Check every line below for the string "Lige", and copy the lines that contain it.

:: GIVEN RECORDS

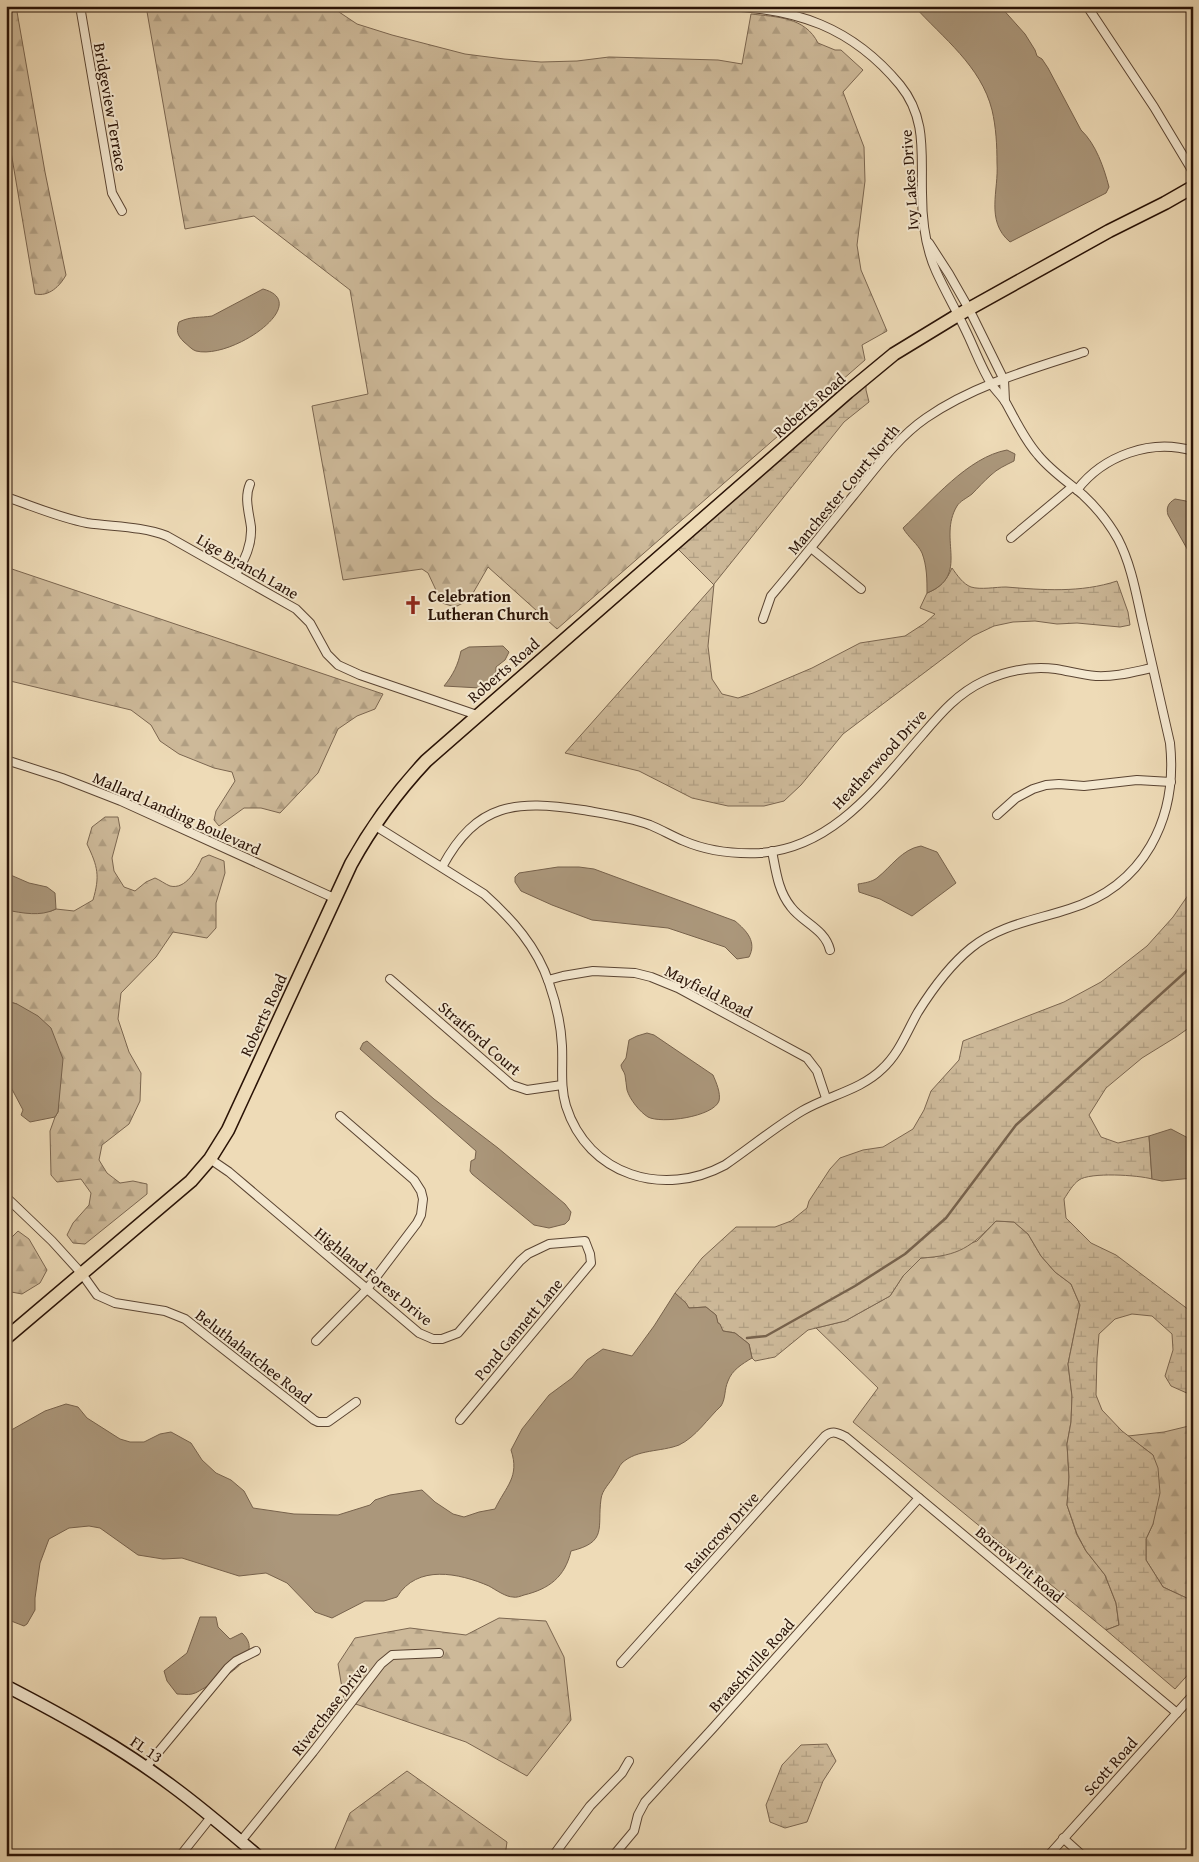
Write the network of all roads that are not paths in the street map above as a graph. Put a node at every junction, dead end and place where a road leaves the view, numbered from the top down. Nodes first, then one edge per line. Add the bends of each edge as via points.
1 (80, 6) edge
2 (723, 6) edge
3 (1087, 6) edge
4 (1193, 172) edge
5 (1193, 187) edge
6 (122, 211) dead end
7 (927, 239) junction
8 (963, 312) junction
9 (1084, 352) dead end
10 (1004, 380) junction
11 (992, 385) junction
12 (1005, 401) junction
13 (1193, 451) edge
14 (250, 484) dead end
15 (1075, 489) junction
16 (6, 497) edge
17 (1011, 538) dead end
18 (811, 548) junction
19 (236, 574) junction
20 (860, 589) dead end
21 (763, 619) dead end
22 (1152, 668) junction
23 (477, 715) junction
24 (6, 760) edge
25 (1172, 782) junction
26 (997, 815) dead end
27 (374, 825) junction
28 (772, 851) junction
29 (442, 867) junction
30 (334, 898) junction
31 (830, 950) dead end
32 (390, 979) dead end
33 (548, 980) junction
34 (562, 1085) junction
35 (826, 1098) junction
36 (340, 1116) dead end
37 (210, 1159) junction
38 (6, 1197) edge
39 (590, 1254) joint
40 (82, 1274) junction
41 (366, 1289) junction
42 (6, 1338) edge
43 (316, 1341) dead end
44 (356, 1402) dead end
45 (460, 1420) dead end
46 (846, 1437) joint
47 (919, 1498) junction
48 (256, 1651) dead end
49 (439, 1652) dead end
50 (621, 1663) dead end
51 (6, 1686) edge
52 (1193, 1695) edge
53 (1176, 1712) junction
54 (629, 1761) dead end
55 (146, 1767) junction
56 (211, 1817) junction
57 (1063, 1838) junction
58 (241, 1841) junction
59 (180, 1856) edge
60 (258, 1856) edge
61 (553, 1856) edge
62 (613, 1856) edge
63 (1048, 1856) edge
64 (1083, 1856) edge

1 - 6 street, Bridgeview Terrace via 112,193
2 - 7 street, Ivy Lakes Drive via 772,10 822,24 862,47 901,86 917,113 921,132 922,206
3 - 4 street
5 - 8 main road, Roberts Road
7 - 8 street, Ivy Lakes Drive via 939,257
7 - 8 street, Ivy Lakes Drive via 932,264
8 - 10 street
8 - 11 street
8 - 23 main road, Roberts Road via 894,354 848,392
9 - 10 street, Manchester Court North
10 - 11 street, Manchester Court North
10 - 12 street
11 - 12 street
11 - 18 street, Manchester Court North via 946,406 913,428 885,456
12 - 15 street via 1038,455
13 - 15 street via 1158,447 1123,454
14 - 19 street via 247,497 250,543
15 - 17 street
15 - 22 street via 1111,527 1125,554
16 - 19 street, Lige Branch Lane via 71,519 153,530
18 - 20 street
18 - 21 street, Manchester Court North via 771,596
19 - 23 street, Lige Branch Lane via 303,615 327,654 338,665
22 - 25 street via 1170,743
22 - 28 street, Heatherwood Drive via 1108,676 1052,669 1025,670 984,681 946,707 844,818 805,842
23 - 27 main road, Roberts Road via 407,781
24 - 30 street, Mallard Landing Boulevard via 121,801
25 - 26 street via 1137,780 1084,786 1046,785 1016,798
25 - 35 street via 1158,834 1130,873 1108,891 1085,903 1006,928 979,941 959,958 930,995 884,1068 868,1080
27 - 29 street
27 - 30 main road, Roberts Road
28 - 29 street, Heatherwood Drive via 720,851 690,843 636,821 533,804 505,809 480,821 458,841
28 - 31 street via 784,898 796,914 821,932
29 - 33 street via 484,894 512,921 530,944
30 - 37 main road, Roberts Road via 228,1130
32 - 34 street, Stratford Court via 512,1085 527,1090
33 - 34 street via 561,1034
33 - 35 street, Mayfield Road via 578,973 609,971 662,981 807,1058 817,1071
34 - 35 street via 570,1118 592,1150 623,1171 646,1179 669,1181 701,1176 724,1166 782,1124
36 - 41 street via 414,1180 423,1199 417,1223
37 - 40 main road, Roberts Road via 190,1181
37 - 41 street, Highland Forest Drive via 230,1172
38 - 40 street, Beluthahatchee Road via 52,1240
39 - 41 street, Highland Forest Drive via 584,1241 537,1248 520,1261 462,1329 442,1338 432,1339 419,1334
39 - 45 street, Pond Gannett Lane via 591,1263
40 - 42 main road, Roberts Road
40 - 44 street, Beluthahatchee Road via 97,1295 107,1300 165,1311 185,1320 318,1422 328,1422
41 - 43 street
46 - 47 street, Borrow Pit Road
46 - 50 street, Raincrow Drive via 837,1432 825,1436
47 - 53 street, Borrow Pit Road
47 - 62 street, Braaschville Road via 645,1802 634,1831
48 - 55 street via 228,1668
49 - 58 street, Riverchase Drive via 392,1655 381,1664
51 - 55 main road, FL 13 via 95,1734
52 - 53 street, Scott Road
53 - 57 street, Scott Road
54 - 61 street
55 - 56 main road, FL 13
56 - 58 main road, FL 13
56 - 59 street
57 - 63 street, Scott Road
57 - 64 street
58 - 60 main road, FL 13

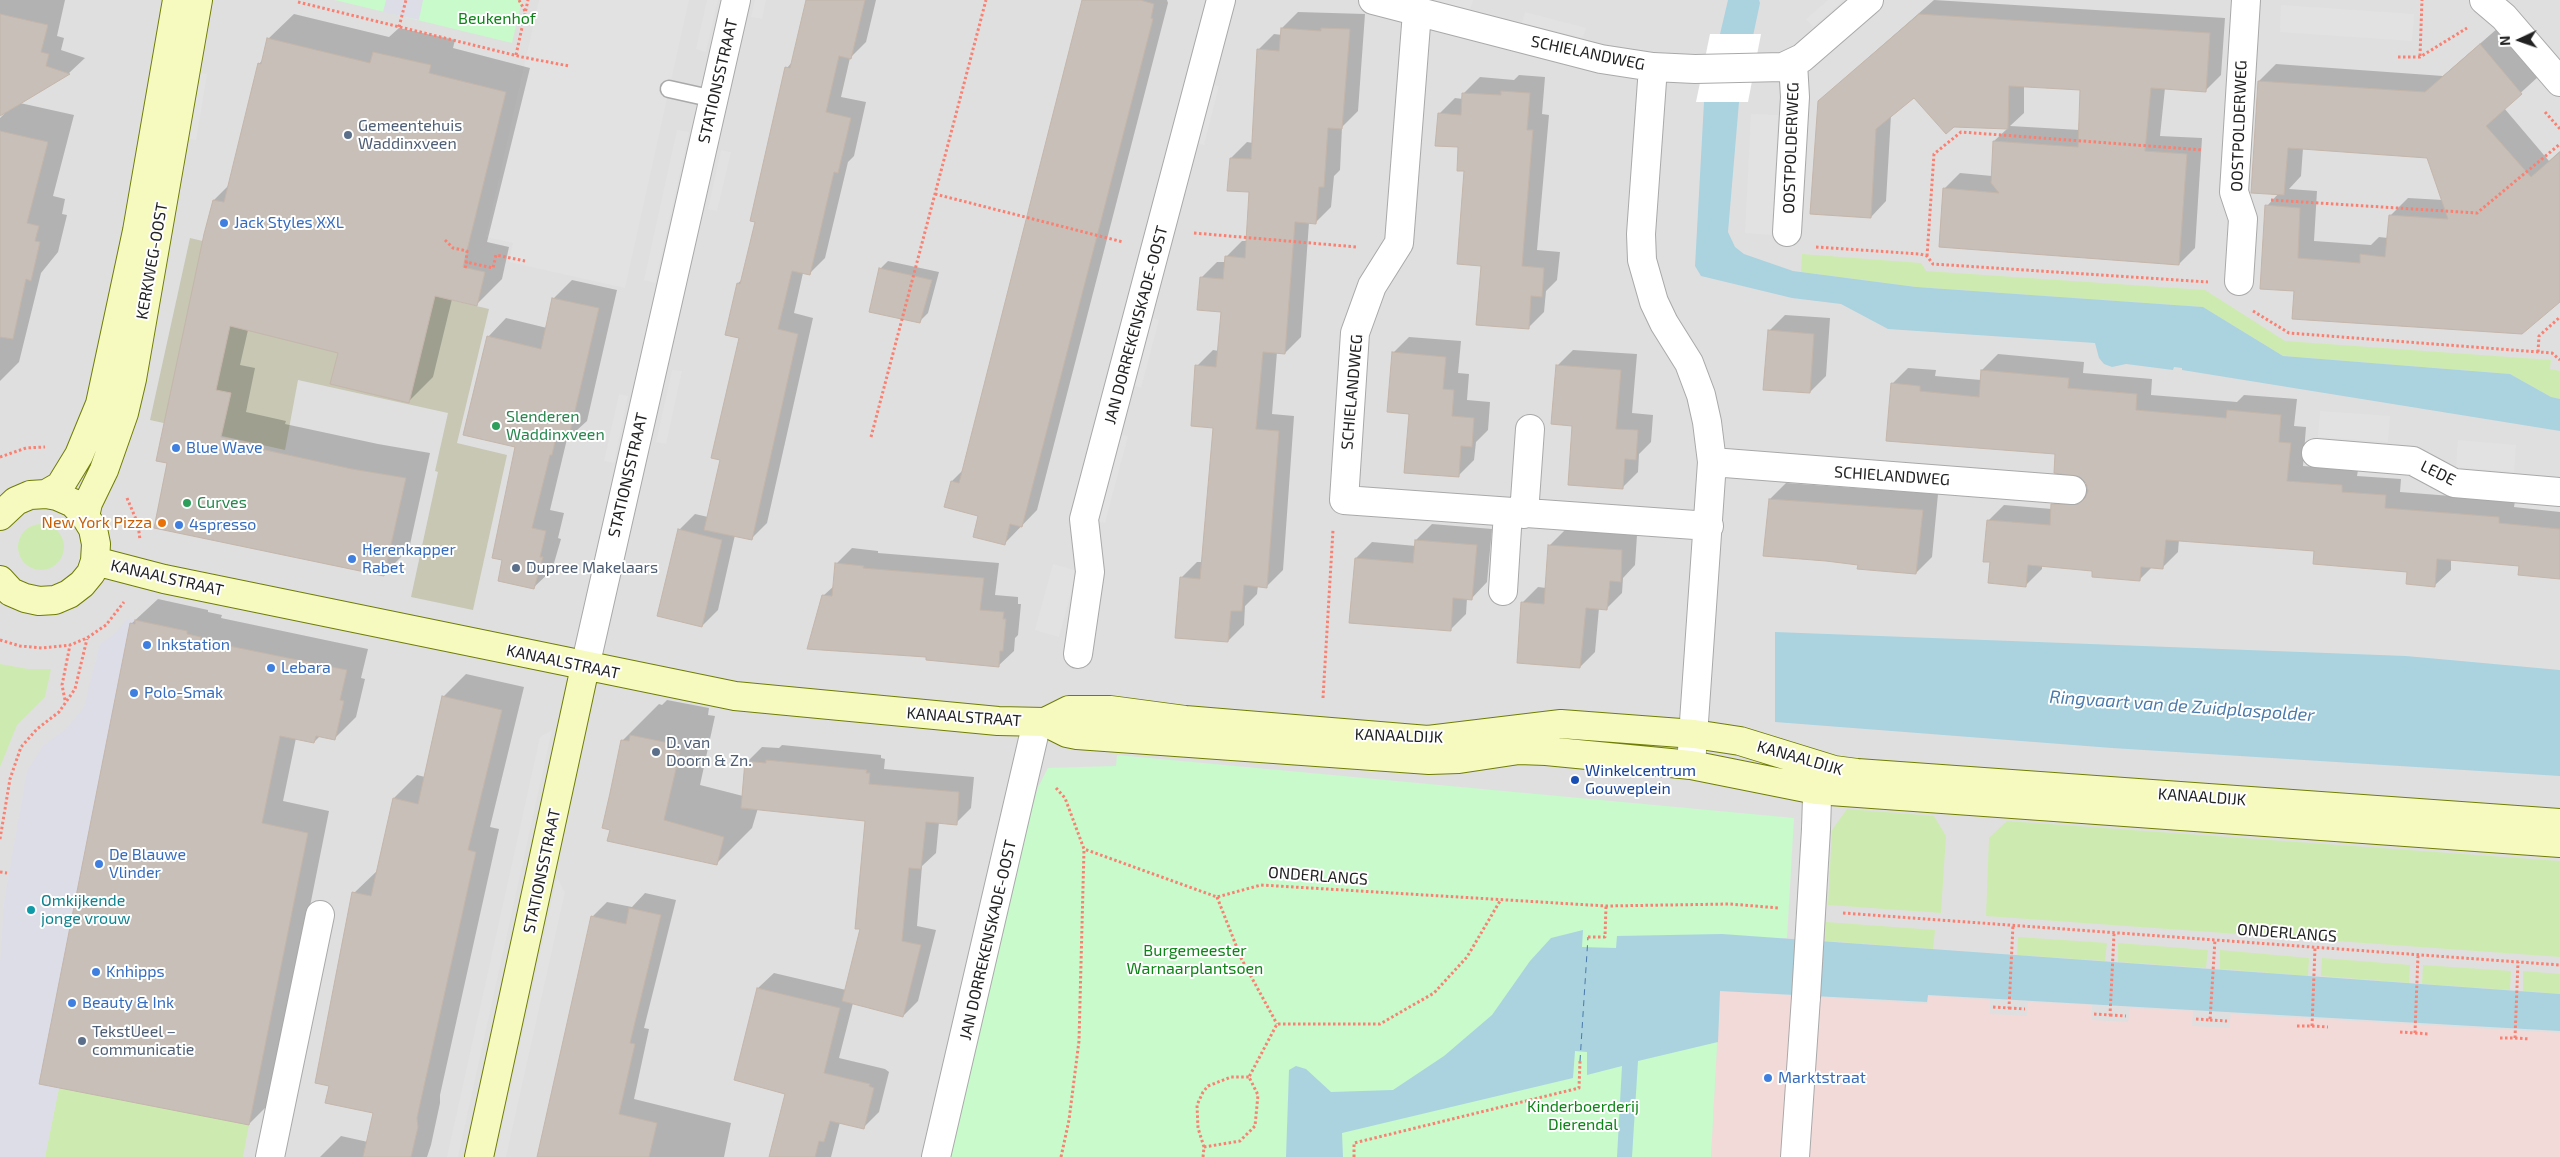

::::

### [ANSWER FOR THIS EXERCISE]
16 - 19 street, Lige Branch Lane via 71,519 153,530
19 - 23 street, Lige Branch Lane via 303,615 327,654 338,665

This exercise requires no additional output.